研究的重要发现：1.本研究首次证实miR-128在非小细胞肺癌组织表达下调，而且miR-128的表达水平与非小细胞肺癌患者的肿瘤分化、病理分期和淋巴结转移密切相关。此外，miR-128在非小细胞肺癌细胞株的表达亦显著降低。提示miR-128可能是评估非小细胞肺癌患者肿瘤分级和分期的有用标志物。2.研究结果明确证实miR-128可显著抑制非小细胞肺癌细胞的体外增殖、克隆形成、迁移和侵袭能力，并且阻滞细胞周期于G1期和促发细胞凋亡的发生。而且，本研究的体外实验结果亦证实miR-128过表达可抑制非小细胞肺癌裸鼠移植瘤模型的肿瘤增长。提示，miR-128可以作为非小细胞肺癌发生发展的抑制因子。miR-128不仅仅可以作为非小细胞肺癌诊断的关键标记物，而且可以作为非小细胞肺癌治疗的理想靶点。3.miR-128的过表达在癌细胞和血管内皮细胞导致血管和淋巴管生成相关的VEGF-A、VEGFR-2和VEGFR-3因子的表达下调，及下游信号通路因子ERK、AKT和p38的磷酸化水平下调。体内恢复miR-128的表达水平可显著抑制A549细胞的裸鼠移植瘤模型的肿瘤发生和发展及血管和淋巴管生成。证实miR-128可能是非小细胞肺癌潜在的肿瘤发生发展的抑制基因，可以直接靶向调控肿瘤血管和淋巴管生成相关的VEGF-C基因的表达。

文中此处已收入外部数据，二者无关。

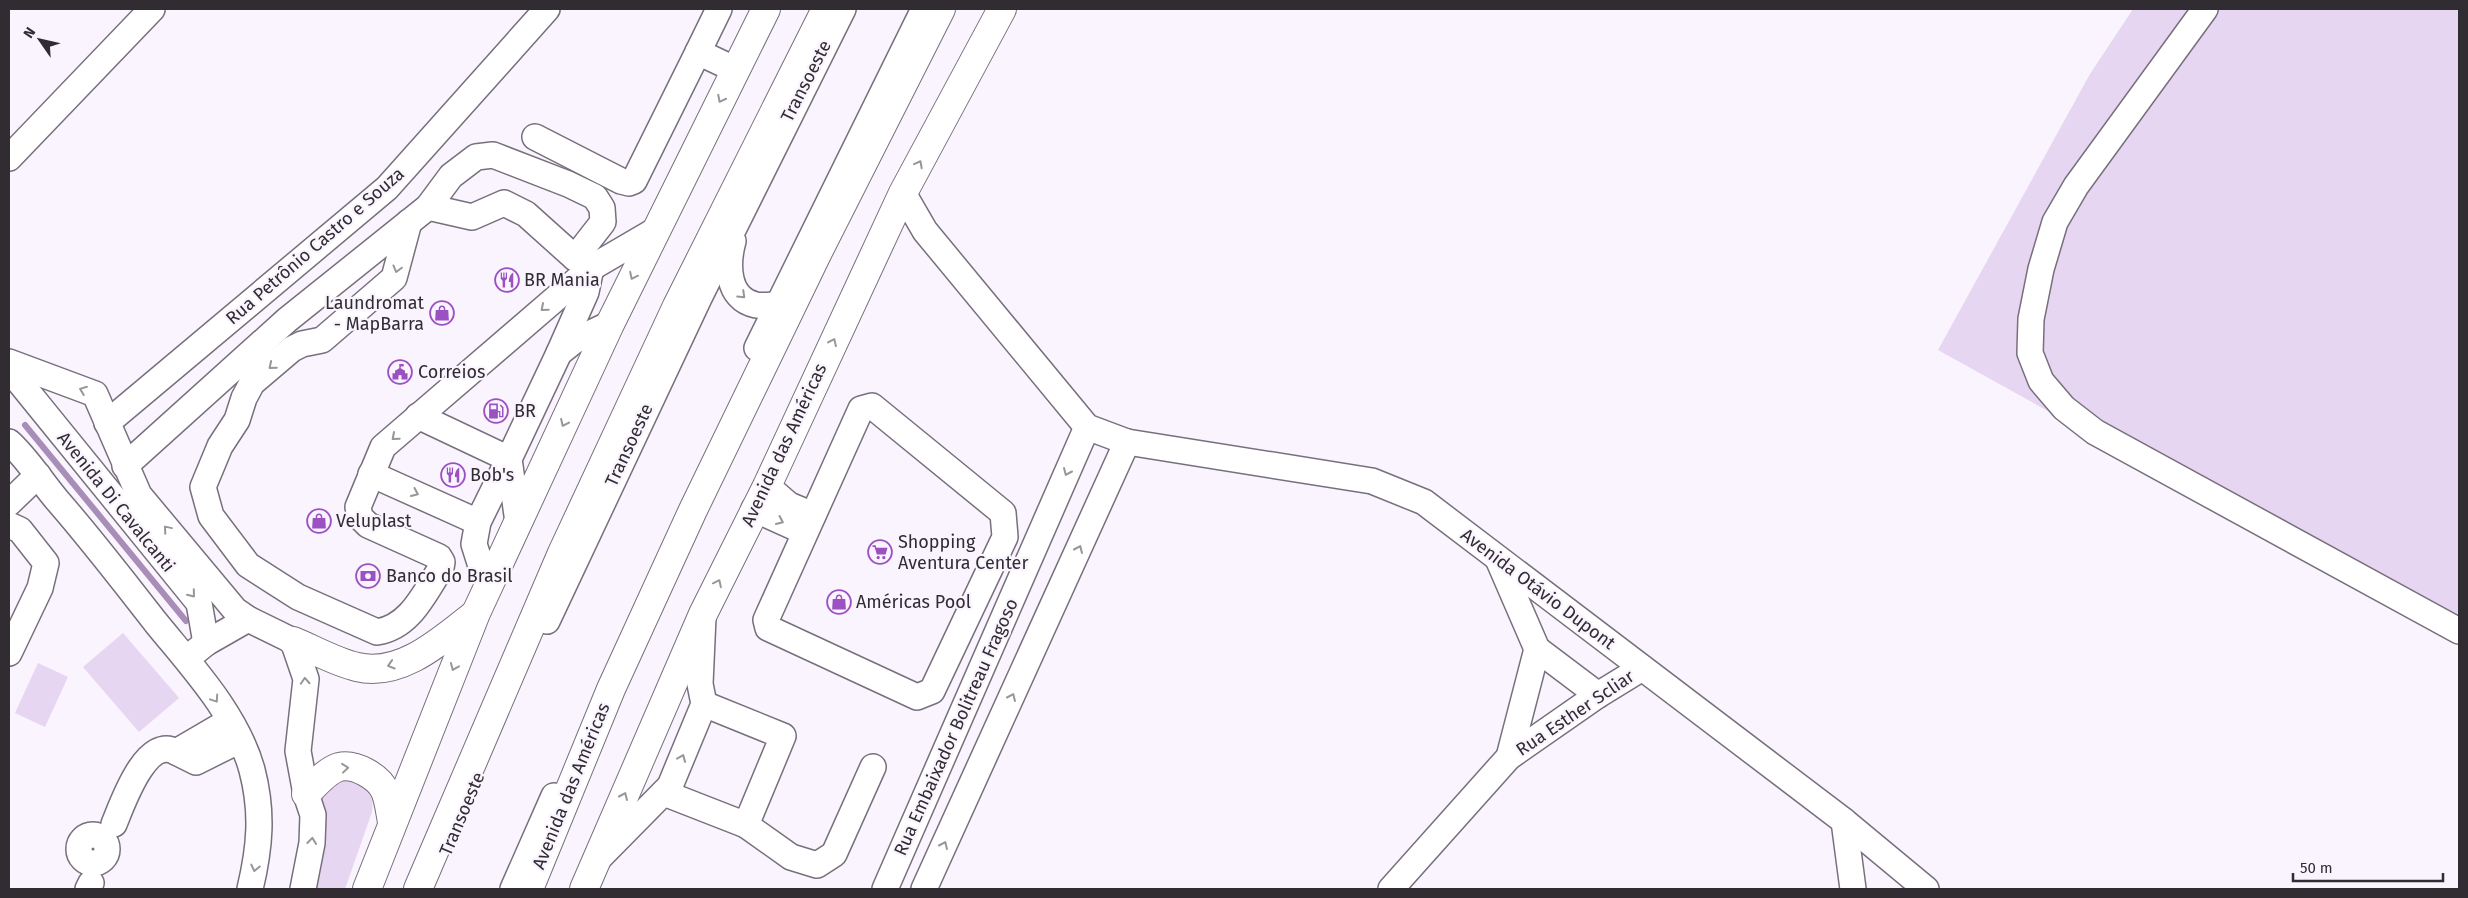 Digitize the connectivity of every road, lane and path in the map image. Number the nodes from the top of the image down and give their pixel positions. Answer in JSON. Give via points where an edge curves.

4.本研究显示，通过靶向调控VEGF-C基因的表达，miR-128可同时抑制VEGF-C和VEGF-A基因的表达，而且同时阻断了ERK、AKT和p38信号通路的活性，这提示miR-128在非小细胞肺癌的血管和淋巴管生成方面起着关键作用。总之，本研究提示，在癌细胞和血管内皮细胞恢复miR-128的表达水平可以同时抑制多个与肿瘤发生发展、血管淋巴管生成相关的因子和信号通路。因此，本研究提示针对miR-128/VEGF-C相互作用的靶向治疗可能是非小细胞肺癌的新治疗策略之一。取得的成果：1.发表SCI收录论文3篇，最高影响因子为5.617（European Journal of Cancer），3篇SCI收录论文累计影响因子为9.568，其中2篇论文分别发表于European Journal of Cancer（IF5.617）和Oncology Reports（IF2.191），均标注国家自然科学基金资助。2.发表国内核心期刊论文3篇，均标国自然资助。